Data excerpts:
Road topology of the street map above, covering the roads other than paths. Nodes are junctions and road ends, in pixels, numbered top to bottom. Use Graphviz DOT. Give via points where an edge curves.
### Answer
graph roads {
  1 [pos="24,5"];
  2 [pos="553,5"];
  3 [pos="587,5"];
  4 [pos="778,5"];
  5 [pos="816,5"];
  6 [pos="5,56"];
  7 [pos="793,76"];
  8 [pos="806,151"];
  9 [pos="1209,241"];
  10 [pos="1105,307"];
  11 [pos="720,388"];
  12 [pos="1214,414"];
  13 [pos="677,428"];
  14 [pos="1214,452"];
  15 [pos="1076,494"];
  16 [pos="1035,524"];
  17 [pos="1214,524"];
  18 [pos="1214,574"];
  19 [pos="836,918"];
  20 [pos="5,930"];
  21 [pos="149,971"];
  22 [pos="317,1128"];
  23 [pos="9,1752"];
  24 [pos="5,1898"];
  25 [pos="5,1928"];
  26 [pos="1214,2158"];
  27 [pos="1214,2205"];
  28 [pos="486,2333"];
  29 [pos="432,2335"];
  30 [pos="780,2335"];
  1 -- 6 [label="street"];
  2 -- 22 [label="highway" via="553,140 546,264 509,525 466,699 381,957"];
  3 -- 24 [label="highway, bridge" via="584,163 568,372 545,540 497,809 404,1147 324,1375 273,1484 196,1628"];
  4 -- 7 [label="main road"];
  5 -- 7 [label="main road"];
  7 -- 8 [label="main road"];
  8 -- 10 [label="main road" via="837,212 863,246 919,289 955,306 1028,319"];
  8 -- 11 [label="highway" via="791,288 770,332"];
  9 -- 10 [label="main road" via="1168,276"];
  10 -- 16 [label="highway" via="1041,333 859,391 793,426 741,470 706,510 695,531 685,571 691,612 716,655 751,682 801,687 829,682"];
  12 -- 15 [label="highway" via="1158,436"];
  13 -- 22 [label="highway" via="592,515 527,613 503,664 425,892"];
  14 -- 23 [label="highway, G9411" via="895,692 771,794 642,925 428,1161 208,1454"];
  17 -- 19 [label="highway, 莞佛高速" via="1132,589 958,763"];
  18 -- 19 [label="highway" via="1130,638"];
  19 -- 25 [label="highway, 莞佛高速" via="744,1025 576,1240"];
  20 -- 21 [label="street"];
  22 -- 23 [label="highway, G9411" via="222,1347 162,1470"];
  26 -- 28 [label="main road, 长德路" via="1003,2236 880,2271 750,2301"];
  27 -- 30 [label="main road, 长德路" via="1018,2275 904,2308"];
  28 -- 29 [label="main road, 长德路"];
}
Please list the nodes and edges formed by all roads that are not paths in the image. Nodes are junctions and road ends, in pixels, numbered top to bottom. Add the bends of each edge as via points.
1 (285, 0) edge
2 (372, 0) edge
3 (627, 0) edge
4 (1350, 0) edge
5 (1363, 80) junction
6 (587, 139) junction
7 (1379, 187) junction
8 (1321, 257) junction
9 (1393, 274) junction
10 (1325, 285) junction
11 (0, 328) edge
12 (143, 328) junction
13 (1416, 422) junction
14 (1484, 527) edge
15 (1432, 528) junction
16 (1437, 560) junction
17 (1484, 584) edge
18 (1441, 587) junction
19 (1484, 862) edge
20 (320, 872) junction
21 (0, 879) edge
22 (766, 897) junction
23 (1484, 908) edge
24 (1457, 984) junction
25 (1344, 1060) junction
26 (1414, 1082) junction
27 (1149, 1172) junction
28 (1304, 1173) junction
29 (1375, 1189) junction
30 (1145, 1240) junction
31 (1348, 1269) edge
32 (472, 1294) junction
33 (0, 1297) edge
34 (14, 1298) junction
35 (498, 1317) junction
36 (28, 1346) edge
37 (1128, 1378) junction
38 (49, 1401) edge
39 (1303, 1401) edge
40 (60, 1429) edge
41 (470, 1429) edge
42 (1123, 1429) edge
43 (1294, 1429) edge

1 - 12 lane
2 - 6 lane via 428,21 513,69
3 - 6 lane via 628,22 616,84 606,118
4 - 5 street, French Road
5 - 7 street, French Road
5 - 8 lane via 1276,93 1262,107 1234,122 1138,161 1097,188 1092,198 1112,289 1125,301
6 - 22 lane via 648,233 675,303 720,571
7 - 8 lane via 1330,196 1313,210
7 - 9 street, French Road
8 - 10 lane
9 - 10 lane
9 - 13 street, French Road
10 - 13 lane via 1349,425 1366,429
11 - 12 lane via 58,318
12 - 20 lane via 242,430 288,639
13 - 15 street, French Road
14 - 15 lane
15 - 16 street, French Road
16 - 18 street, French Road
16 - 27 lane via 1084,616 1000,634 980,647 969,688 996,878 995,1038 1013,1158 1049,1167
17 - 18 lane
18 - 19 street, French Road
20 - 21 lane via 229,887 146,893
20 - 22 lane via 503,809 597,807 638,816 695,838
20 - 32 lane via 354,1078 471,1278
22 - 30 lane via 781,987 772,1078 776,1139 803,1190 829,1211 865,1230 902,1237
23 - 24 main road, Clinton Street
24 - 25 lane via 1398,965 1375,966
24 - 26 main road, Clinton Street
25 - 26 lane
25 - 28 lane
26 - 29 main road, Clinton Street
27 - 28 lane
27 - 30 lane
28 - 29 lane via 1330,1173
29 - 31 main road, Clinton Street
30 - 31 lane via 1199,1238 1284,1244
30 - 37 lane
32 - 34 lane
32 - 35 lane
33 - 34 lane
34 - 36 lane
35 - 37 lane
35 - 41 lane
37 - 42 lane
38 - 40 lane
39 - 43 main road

* **Problem to solve**
What is needed is each line of the data, printed exactly.

* **Exercise solution**
Road topology of the street map above, covering the roads other than paths. Nodes are junctions and road ends, in pixels, numbered top to bottom. Use Graphviz DOT. Give via points where an edge curves.
### Answer
graph roads {
  1 [pos="24,5"];
  2 [pos="553,5"];
  3 [pos="587,5"];
  4 [pos="778,5"];
  5 [pos="816,5"];
  6 [pos="5,56"];
  7 [pos="793,76"];
  8 [pos="806,151"];
  9 [pos="1209,241"];
  10 [pos="1105,307"];
  11 [pos="720,388"];
  12 [pos="1214,414"];
  13 [pos="677,428"];
  14 [pos="1214,452"];
  15 [pos="1076,494"];
  16 [pos="1035,524"];
  17 [pos="1214,524"];
  18 [pos="1214,574"];
  19 [pos="836,918"];
  20 [pos="5,930"];
  21 [pos="149,971"];
  22 [pos="317,1128"];
  23 [pos="9,1752"];
  24 [pos="5,1898"];
  25 [pos="5,1928"];
  26 [pos="1214,2158"];
  27 [pos="1214,2205"];
  28 [pos="486,2333"];
  29 [pos="432,2335"];
  30 [pos="780,2335"];
  1 -- 6 [label="street"];
  2 -- 22 [label="highway" via="553,140 546,264 509,525 466,699 381,957"];
  3 -- 24 [label="highway, bridge" via="584,163 568,372 545,540 497,809 404,1147 324,1375 273,1484 196,1628"];
  4 -- 7 [label="main road"];
  5 -- 7 [label="main road"];
  7 -- 8 [label="main road"];
  8 -- 10 [label="main road" via="837,212 863,246 919,289 955,306 1028,319"];
  8 -- 11 [label="highway" via="791,288 770,332"];
  9 -- 10 [label="main road" via="1168,276"];
  10 -- 16 [label="highway" via="1041,333 859,391 793,426 741,470 706,510 695,531 685,571 691,612 716,655 751,682 801,687 829,682"];
  12 -- 15 [label="highway" via="1158,436"];
  13 -- 22 [label="highway" via="592,515 527,613 503,664 425,892"];
  14 -- 23 [label="highway, G9411" via="895,692 771,794 642,925 428,1161 208,1454"];
  17 -- 19 [label="highway, 莞佛高速" via="1132,589 958,763"];
  18 -- 19 [label="highway" via="1130,638"];
  19 -- 25 [label="highway, 莞佛高速" via="744,1025 576,1240"];
  20 -- 21 [label="street"];
  22 -- 23 [label="highway, G9411" via="222,1347 162,1470"];
  26 -- 28 [label="main road, 长德路" via="1003,2236 880,2271 750,2301"];
  27 -- 30 [label="main road, 长德路" via="1018,2275 904,2308"];
  28 -- 29 [label="main road, 长德路"];
}
Please list the nodes and edges formed by all roads that are not paths in the image. Nodes are junctions and road ends, in pixels, numbered top to bottom. Add the bends of each edge as via points.
1 (285, 0) edge
2 (372, 0) edge
3 (627, 0) edge
4 (1350, 0) edge
5 (1363, 80) junction
6 (587, 139) junction
7 (1379, 187) junction
8 (1321, 257) junction
9 (1393, 274) junction
10 (1325, 285) junction
11 (0, 328) edge
12 (143, 328) junction
13 (1416, 422) junction
14 (1484, 527) edge
15 (1432, 528) junction
16 (1437, 560) junction
17 (1484, 584) edge
18 (1441, 587) junction
19 (1484, 862) edge
20 (320, 872) junction
21 (0, 879) edge
22 (766, 897) junction
23 (1484, 908) edge
24 (1457, 984) junction
25 (1344, 1060) junction
26 (1414, 1082) junction
27 (1149, 1172) junction
28 (1304, 1173) junction
29 (1375, 1189) junction
30 (1145, 1240) junction
31 (1348, 1269) edge
32 (472, 1294) junction
33 (0, 1297) edge
34 (14, 1298) junction
35 (498, 1317) junction
36 (28, 1346) edge
37 (1128, 1378) junction
38 (49, 1401) edge
39 (1303, 1401) edge
40 (60, 1429) edge
41 (470, 1429) edge
42 (1123, 1429) edge
43 (1294, 1429) edge

1 - 12 lane
2 - 6 lane via 428,21 513,69
3 - 6 lane via 628,22 616,84 606,118
4 - 5 street, French Road
5 - 7 street, French Road
5 - 8 lane via 1276,93 1262,107 1234,122 1138,161 1097,188 1092,198 1112,289 1125,301
6 - 22 lane via 648,233 675,303 720,571
7 - 8 lane via 1330,196 1313,210
7 - 9 street, French Road
8 - 10 lane
9 - 10 lane
9 - 13 street, French Road
10 - 13 lane via 1349,425 1366,429
11 - 12 lane via 58,318
12 - 20 lane via 242,430 288,639
13 - 15 street, French Road
14 - 15 lane
15 - 16 street, French Road
16 - 18 street, French Road
16 - 27 lane via 1084,616 1000,634 980,647 969,688 996,878 995,1038 1013,1158 1049,1167
17 - 18 lane
18 - 19 street, French Road
20 - 21 lane via 229,887 146,893
20 - 22 lane via 503,809 597,807 638,816 695,838
20 - 32 lane via 354,1078 471,1278
22 - 30 lane via 781,987 772,1078 776,1139 803,1190 829,1211 865,1230 902,1237
23 - 24 main road, Clinton Street
24 - 25 lane via 1398,965 1375,966
24 - 26 main road, Clinton Street
25 - 26 lane
25 - 28 lane
26 - 29 main road, Clinton Street
27 - 28 lane
27 - 30 lane
28 - 29 lane via 1330,1173
29 - 31 main road, Clinton Street
30 - 31 lane via 1199,1238 1284,1244
30 - 37 lane
32 - 34 lane
32 - 35 lane
33 - 34 lane
34 - 36 lane
35 - 37 lane
35 - 41 lane
37 - 42 lane
38 - 40 lane
39 - 43 main road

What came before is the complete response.